Data provided START

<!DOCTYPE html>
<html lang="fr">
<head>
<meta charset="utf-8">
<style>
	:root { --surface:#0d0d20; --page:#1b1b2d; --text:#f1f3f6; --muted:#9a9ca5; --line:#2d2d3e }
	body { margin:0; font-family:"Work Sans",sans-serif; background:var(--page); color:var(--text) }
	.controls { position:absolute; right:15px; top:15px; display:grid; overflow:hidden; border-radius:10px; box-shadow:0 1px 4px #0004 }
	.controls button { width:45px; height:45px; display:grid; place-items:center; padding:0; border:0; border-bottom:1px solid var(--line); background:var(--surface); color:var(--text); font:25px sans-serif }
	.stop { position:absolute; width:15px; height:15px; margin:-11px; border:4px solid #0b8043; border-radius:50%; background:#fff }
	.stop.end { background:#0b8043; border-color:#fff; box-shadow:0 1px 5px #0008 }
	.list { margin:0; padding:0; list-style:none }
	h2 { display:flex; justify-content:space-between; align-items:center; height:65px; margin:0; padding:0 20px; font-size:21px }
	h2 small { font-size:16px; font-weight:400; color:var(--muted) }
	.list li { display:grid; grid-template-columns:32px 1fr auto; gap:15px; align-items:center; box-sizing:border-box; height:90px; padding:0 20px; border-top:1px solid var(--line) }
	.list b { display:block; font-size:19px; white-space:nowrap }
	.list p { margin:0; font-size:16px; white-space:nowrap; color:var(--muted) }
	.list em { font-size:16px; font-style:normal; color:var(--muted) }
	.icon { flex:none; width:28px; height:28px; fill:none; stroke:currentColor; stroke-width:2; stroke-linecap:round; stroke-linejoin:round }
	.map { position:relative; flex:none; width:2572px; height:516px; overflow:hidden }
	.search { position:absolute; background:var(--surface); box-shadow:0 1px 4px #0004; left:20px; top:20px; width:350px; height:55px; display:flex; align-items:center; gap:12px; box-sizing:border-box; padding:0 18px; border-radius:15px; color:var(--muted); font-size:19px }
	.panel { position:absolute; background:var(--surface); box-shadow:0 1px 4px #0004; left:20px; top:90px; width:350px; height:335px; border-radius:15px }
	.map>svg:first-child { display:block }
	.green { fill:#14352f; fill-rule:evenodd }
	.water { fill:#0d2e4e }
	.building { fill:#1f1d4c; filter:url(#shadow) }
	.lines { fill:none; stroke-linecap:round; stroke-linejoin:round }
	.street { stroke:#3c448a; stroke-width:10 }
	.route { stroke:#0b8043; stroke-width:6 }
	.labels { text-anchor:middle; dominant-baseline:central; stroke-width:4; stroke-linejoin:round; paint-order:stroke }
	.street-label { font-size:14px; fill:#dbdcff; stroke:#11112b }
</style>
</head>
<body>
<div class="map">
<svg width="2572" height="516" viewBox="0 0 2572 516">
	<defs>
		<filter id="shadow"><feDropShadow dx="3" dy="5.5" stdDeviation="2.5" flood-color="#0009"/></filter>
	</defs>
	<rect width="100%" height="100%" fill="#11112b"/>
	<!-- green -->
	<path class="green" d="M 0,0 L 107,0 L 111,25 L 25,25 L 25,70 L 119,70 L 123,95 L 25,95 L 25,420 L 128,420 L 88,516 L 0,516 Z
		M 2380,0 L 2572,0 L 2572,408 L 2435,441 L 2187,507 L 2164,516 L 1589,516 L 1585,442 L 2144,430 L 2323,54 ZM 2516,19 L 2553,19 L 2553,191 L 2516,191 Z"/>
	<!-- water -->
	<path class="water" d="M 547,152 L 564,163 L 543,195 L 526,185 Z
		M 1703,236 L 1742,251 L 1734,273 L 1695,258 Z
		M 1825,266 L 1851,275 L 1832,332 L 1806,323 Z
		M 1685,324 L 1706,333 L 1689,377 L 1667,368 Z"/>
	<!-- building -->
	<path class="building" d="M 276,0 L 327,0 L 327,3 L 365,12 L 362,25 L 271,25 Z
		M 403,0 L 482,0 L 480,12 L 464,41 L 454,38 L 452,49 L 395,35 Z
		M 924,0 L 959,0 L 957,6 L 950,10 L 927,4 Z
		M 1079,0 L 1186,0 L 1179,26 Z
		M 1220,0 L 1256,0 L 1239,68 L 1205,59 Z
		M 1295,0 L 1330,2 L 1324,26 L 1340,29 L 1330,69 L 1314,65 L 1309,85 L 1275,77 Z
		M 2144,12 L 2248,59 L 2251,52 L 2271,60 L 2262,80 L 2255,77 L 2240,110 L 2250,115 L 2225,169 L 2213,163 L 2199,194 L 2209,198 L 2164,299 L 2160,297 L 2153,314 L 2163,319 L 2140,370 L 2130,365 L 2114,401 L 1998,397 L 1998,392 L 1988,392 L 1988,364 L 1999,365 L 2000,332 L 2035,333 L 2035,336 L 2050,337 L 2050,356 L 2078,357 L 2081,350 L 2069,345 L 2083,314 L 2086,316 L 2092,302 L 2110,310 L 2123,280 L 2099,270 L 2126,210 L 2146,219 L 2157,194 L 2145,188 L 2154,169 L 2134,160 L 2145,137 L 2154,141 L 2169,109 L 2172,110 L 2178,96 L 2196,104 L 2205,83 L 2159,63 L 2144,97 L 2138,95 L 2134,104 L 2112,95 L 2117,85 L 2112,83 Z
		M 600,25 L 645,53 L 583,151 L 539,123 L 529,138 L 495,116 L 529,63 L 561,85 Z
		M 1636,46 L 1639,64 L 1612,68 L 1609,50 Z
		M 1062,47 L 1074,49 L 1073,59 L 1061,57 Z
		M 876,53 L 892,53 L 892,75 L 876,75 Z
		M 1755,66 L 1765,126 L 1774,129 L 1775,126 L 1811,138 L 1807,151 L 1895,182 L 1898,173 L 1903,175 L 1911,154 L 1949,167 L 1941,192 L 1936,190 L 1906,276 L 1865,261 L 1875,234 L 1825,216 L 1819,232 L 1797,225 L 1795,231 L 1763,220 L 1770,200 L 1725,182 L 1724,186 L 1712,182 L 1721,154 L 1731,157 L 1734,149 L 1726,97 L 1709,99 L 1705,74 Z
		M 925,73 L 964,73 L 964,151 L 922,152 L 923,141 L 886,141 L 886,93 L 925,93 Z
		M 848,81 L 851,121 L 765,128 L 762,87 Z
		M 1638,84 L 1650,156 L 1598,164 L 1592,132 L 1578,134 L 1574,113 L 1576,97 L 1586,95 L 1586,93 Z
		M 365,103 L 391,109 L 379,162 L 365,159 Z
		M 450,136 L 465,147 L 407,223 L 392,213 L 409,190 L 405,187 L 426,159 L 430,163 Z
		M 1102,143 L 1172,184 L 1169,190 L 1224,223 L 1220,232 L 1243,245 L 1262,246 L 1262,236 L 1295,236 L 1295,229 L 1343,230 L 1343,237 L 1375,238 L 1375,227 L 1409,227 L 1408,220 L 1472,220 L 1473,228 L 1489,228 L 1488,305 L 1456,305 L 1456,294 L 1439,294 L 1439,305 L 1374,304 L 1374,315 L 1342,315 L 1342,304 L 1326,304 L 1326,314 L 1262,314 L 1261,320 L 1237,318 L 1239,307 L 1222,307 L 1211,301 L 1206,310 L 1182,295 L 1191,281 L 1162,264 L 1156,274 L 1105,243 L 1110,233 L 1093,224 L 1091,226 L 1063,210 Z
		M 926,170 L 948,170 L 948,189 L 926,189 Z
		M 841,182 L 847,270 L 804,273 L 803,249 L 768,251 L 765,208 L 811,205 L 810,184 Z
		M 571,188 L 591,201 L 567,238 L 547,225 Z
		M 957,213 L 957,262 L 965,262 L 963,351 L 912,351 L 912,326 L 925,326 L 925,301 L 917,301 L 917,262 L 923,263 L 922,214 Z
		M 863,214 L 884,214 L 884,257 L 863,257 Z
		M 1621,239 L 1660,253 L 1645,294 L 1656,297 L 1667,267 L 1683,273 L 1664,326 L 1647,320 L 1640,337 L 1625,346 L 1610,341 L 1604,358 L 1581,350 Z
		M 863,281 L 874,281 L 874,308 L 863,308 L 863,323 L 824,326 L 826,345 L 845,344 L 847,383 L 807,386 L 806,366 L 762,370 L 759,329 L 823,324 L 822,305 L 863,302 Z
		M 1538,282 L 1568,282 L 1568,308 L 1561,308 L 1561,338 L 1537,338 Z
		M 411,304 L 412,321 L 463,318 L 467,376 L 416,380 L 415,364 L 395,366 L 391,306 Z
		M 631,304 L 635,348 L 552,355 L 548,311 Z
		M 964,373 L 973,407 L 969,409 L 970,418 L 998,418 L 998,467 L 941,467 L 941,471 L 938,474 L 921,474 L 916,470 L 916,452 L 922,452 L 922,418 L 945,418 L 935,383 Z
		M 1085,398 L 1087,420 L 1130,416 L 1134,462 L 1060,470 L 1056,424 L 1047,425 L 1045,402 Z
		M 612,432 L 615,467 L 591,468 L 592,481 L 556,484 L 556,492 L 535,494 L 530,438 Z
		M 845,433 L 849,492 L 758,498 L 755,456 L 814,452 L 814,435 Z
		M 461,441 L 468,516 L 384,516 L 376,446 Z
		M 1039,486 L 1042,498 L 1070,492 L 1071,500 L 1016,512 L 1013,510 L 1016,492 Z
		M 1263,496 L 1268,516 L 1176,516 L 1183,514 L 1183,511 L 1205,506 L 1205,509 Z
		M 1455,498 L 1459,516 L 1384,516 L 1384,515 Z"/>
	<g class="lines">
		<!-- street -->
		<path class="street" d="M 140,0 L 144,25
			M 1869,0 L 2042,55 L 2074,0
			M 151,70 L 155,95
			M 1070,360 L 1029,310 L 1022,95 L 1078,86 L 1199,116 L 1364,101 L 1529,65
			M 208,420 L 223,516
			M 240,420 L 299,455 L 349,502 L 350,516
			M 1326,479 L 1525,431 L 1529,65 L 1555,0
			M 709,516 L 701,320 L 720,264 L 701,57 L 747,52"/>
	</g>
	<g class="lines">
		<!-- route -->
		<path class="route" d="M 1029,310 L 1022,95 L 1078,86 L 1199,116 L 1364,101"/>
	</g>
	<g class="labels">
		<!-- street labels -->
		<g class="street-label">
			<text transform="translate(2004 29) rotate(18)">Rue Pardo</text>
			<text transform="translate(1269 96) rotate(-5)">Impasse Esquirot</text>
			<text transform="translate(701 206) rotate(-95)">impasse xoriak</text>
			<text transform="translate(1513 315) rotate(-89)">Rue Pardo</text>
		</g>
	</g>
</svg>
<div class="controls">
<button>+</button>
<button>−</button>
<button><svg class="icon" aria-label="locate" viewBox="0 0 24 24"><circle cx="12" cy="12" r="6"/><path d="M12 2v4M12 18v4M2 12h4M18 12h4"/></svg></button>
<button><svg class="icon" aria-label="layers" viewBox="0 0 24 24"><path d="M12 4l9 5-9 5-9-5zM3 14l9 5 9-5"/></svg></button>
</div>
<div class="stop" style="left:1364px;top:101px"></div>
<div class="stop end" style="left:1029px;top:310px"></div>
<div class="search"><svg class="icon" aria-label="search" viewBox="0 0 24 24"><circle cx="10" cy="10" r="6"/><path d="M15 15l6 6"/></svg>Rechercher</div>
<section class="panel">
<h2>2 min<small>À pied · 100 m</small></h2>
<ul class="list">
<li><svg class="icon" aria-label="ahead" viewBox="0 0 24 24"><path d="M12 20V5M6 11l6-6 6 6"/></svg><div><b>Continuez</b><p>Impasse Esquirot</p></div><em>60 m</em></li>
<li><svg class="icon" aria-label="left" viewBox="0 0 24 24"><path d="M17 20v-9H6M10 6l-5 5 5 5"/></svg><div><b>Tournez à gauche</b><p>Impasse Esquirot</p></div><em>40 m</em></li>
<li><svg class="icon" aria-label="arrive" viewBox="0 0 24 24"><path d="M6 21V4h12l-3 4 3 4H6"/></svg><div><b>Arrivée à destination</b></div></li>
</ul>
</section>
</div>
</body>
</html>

Data provided END

What is needed =
Restate the listing word for word, but only from its first line through the line with "position:absolute; right:15px; top:15px;", keeping both end lines.

Task solution =
<!DOCTYPE html>
<html lang="fr">
<head>
<meta charset="utf-8">
<style>
	:root { --surface:#0d0d20; --page:#1b1b2d; --text:#f1f3f6; --muted:#9a9ca5; --line:#2d2d3e }
	body { margin:0; font-family:"Work Sans",sans-serif; background:var(--page); color:var(--text) }
	.controls { position:absolute; right:15px; top:15px; display:grid; overflow:hidden; border-radius:10px; box-shadow:0 1px 4px #0004 }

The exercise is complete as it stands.